Professor of Transportation Engineering

A Professor of Transportation Engineering occupies the intersection of classroom instruction, sponsored research, and professional service — three obligations that compete for the same finite hours every semester. The relative weight shifts depending on the institution: at a Carnegie R1, the research enterprise drives tenure and promotion decisions, and teaching two courses per semester while running a lab of four to six graduate students is a full professional life. At a comprehensive regional university, a 3-3 teaching load is standard, research expectations are measured and realistic, and the job looks considerably more like classroom-centered practice.

In the classroom, the material runs from foundational highway design and traffic flow theory at the undergraduate level to microsimulation, network optimization, and transportation safety analysis at the graduate level. Effective professors in this field connect theory to current DOT practice — not because textbooks are insufficient, but because students in transportation engineering routinely move into state agency, consulting, or MPO careers immediately after graduation, and they need to recognize the standards, software, and policy frameworks they will use from day one.
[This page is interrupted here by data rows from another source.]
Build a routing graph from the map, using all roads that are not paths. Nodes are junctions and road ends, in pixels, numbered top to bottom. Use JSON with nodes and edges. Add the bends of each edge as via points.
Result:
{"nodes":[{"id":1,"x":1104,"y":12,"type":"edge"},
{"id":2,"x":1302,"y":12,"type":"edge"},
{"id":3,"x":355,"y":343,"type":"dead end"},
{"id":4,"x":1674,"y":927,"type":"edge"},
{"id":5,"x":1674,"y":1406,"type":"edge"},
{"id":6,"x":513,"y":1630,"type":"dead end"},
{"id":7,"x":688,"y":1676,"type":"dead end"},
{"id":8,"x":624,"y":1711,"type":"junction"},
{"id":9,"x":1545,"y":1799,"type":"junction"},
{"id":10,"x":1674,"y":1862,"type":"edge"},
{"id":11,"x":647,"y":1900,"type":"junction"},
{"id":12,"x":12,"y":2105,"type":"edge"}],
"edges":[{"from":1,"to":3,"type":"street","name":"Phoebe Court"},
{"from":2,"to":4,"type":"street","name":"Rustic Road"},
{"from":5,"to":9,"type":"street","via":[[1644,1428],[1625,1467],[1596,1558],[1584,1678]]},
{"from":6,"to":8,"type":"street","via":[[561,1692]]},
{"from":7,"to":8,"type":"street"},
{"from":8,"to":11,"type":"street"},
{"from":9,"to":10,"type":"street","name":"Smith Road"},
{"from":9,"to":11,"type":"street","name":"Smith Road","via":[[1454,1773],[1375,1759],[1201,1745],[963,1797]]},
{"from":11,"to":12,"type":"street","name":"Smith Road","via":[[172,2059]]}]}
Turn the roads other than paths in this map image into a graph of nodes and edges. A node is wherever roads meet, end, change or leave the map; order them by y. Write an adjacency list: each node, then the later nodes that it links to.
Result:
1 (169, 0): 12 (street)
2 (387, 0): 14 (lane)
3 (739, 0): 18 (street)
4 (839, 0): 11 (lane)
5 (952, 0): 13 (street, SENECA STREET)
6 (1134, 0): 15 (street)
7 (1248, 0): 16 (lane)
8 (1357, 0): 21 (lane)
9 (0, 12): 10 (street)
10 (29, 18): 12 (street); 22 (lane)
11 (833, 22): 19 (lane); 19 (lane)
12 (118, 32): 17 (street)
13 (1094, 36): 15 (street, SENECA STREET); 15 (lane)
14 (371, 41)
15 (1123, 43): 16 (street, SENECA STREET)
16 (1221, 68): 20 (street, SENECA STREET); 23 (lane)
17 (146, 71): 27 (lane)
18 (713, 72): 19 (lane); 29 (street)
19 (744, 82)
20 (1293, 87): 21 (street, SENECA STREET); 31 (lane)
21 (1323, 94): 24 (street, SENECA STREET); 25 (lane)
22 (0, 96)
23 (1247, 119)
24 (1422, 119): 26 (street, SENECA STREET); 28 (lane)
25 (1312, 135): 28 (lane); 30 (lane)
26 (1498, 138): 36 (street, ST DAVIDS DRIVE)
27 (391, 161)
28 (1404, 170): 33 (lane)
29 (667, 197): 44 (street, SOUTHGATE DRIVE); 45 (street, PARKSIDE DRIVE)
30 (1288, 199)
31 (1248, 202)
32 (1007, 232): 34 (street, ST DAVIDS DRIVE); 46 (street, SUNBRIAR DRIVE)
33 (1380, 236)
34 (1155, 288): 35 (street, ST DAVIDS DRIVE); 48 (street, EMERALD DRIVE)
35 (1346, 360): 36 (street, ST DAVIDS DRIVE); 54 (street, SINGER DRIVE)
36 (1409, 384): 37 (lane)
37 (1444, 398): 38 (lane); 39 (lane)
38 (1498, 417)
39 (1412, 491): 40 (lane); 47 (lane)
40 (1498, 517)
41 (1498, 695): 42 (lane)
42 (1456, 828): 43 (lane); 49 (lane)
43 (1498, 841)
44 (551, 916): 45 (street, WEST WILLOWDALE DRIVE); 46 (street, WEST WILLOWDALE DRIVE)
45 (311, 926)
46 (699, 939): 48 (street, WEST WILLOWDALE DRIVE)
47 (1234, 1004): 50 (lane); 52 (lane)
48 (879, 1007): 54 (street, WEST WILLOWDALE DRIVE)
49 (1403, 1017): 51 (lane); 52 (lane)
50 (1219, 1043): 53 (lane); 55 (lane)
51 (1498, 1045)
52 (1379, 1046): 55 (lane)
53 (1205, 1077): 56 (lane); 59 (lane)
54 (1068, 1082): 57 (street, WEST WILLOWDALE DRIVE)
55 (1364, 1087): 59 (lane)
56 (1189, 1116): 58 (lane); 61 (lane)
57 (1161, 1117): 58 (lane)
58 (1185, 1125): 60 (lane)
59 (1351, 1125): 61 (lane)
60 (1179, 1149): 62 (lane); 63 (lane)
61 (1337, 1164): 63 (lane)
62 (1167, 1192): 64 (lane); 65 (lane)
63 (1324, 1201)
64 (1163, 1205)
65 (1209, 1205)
The research side of the role is grant-funded by design. Federal sponsors — FHWA, NSF, USDOT's University Transportation Centers — expect competitive, externally reviewed proposals with clear deliverables, student support lines, and indirect cost recovery that funds the department. A productive transportation researcher typically carries two to four active awards at any given time, each generating conference papers, journal articles, and the student theses that operationalize the project scope. State DOT partnerships are common and valuable: they provide applied data, real project context, and a publication pipeline that referees respond to favorably because the findings have been tested against actual infrastructure.

Service rounds out the role: ABET accreditation documentation, faculty search committees, TRB standing committee membership, and manuscript review for Transportation Research Part A or the Journal of Transportation Engineering. None of these are glamorous, but collectively they define a faculty member's visibility and standing within the discipline.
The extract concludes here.